Development Methodologies?

2013-01-18T20:01:56Z

Hi Damien, ... If I were to list projects as small, medium, and large or small to enterprise, what methodologies work across them? My thoughts are Agile works well, but eventually you'll hit a wall of complexity, which will make...
Hi Damien,

...

If I were to list projects as small, medium, and large or small to enterprise, what methodologies work across them? My thoughts are Agile works well, but eventually you'll hit a wall of complexity, which will make you wonder why you didn't see it many, many iterations ago. I don't know anyone at NASA or Space-X or DoD so I don't know what software methodology they use? Given your experience can you shed some light on it?

Regards,

Douglas

I don't really use a specific methodology, however I find it very useful to understand the most popular methodologies and when they are useful. Then it's helpful when you are at various stages of projects and know what kinds of approaches are helpful, and how you can apply them to your situation.

For example, I find Test Driven Design (TDD) very much overkill, but for a mature codebase I find lots of testing invaluable.

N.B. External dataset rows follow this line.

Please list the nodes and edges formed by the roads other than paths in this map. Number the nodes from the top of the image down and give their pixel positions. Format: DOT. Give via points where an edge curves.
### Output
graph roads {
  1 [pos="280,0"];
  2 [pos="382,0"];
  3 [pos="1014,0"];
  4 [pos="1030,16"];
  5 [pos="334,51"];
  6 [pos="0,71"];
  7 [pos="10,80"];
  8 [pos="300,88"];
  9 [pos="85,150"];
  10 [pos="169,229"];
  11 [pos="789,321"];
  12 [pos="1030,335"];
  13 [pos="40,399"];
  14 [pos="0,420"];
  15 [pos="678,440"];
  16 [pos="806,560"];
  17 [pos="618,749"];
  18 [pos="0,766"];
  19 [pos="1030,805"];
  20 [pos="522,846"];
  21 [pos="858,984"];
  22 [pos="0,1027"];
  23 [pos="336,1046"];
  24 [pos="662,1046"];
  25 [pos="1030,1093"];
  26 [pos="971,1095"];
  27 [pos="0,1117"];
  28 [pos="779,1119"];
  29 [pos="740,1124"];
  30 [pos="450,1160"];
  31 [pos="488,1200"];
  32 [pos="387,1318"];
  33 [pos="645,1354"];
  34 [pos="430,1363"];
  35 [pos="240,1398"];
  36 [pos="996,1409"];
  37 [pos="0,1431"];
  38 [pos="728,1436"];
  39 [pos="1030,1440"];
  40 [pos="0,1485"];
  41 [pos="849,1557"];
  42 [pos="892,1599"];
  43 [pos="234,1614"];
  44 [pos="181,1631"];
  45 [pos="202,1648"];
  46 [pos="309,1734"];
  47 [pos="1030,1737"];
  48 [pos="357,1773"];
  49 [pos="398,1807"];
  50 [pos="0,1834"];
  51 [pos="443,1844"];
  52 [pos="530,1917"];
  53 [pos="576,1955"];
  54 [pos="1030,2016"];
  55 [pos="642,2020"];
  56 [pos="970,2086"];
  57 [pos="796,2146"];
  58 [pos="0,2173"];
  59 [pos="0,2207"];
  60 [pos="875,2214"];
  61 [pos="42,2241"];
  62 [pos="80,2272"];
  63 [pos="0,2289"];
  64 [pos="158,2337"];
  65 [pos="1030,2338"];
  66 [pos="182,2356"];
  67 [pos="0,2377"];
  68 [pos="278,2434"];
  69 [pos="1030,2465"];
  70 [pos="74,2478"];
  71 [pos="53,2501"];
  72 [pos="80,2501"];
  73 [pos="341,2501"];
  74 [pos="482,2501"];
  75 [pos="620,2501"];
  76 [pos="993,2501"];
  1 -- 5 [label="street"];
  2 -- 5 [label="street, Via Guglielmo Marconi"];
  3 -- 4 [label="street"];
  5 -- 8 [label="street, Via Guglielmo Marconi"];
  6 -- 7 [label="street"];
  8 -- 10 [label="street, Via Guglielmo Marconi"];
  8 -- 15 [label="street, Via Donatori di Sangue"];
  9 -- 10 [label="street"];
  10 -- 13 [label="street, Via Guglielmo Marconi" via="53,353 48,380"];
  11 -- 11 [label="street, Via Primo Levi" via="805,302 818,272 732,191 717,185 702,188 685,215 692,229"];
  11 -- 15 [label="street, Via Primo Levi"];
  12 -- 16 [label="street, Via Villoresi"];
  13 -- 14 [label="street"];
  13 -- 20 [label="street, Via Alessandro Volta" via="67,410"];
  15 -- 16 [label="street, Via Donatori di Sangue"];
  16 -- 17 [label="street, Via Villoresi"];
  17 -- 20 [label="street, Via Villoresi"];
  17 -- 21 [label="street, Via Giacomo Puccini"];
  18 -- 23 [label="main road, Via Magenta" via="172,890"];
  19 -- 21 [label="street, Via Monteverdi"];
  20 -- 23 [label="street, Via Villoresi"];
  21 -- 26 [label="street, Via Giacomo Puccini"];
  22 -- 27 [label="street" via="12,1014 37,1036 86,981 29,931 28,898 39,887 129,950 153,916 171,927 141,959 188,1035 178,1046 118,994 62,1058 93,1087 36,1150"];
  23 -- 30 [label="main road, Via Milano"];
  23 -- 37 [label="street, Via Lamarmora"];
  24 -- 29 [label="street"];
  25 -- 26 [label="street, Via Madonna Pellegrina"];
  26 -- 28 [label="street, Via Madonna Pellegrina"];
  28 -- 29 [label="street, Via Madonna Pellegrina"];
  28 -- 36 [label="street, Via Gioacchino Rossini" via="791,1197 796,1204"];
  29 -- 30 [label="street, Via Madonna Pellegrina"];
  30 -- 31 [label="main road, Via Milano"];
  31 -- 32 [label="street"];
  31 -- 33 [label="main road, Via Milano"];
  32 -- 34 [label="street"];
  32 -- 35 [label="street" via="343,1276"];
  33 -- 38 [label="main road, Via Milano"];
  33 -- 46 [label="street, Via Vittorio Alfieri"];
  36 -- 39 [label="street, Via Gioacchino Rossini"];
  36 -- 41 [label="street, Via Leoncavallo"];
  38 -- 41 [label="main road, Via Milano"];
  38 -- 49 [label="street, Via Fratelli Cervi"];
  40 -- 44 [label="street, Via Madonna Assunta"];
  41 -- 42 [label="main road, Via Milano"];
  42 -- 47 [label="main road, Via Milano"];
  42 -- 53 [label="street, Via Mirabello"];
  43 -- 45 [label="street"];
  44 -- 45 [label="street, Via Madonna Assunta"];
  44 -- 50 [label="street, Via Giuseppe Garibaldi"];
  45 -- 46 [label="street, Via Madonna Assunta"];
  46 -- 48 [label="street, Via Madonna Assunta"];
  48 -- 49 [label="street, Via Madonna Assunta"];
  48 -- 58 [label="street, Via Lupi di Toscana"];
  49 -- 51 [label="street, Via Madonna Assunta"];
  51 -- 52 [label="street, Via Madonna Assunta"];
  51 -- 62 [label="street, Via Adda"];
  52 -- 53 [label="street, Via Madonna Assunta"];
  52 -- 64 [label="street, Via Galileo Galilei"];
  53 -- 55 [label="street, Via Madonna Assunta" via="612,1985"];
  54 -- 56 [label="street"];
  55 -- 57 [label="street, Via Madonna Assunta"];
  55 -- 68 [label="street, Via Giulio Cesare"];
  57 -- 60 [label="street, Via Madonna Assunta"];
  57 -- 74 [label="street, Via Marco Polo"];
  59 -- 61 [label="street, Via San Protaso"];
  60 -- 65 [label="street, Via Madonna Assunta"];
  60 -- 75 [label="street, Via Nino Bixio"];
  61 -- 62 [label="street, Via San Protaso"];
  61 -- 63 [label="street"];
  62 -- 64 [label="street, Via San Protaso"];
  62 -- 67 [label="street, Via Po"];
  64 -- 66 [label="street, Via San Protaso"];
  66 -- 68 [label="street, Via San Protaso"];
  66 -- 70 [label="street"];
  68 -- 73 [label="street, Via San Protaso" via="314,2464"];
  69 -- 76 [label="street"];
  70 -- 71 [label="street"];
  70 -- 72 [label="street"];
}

Early in a codebase I find lots of tests very restrictive, I value the ability to quickly change a lot of code without also having to change a larger amount of tests. Early on, when I'm creating the overall architecture that everything else will hang on, and the code is small and design is plastic and I can keep it all in my head, I value being able to move very quickly. However, other developers may find TDD very valuable to think through the design and problems. I don't work like that. To each his own.

Blindly applying methodologies or even "best practices" is bad. For the inexperienced it's better than nothing, but it's not as good as knowledge of self and team, experience with a variety of projects and their stages, and good old-fashioned pragmatism.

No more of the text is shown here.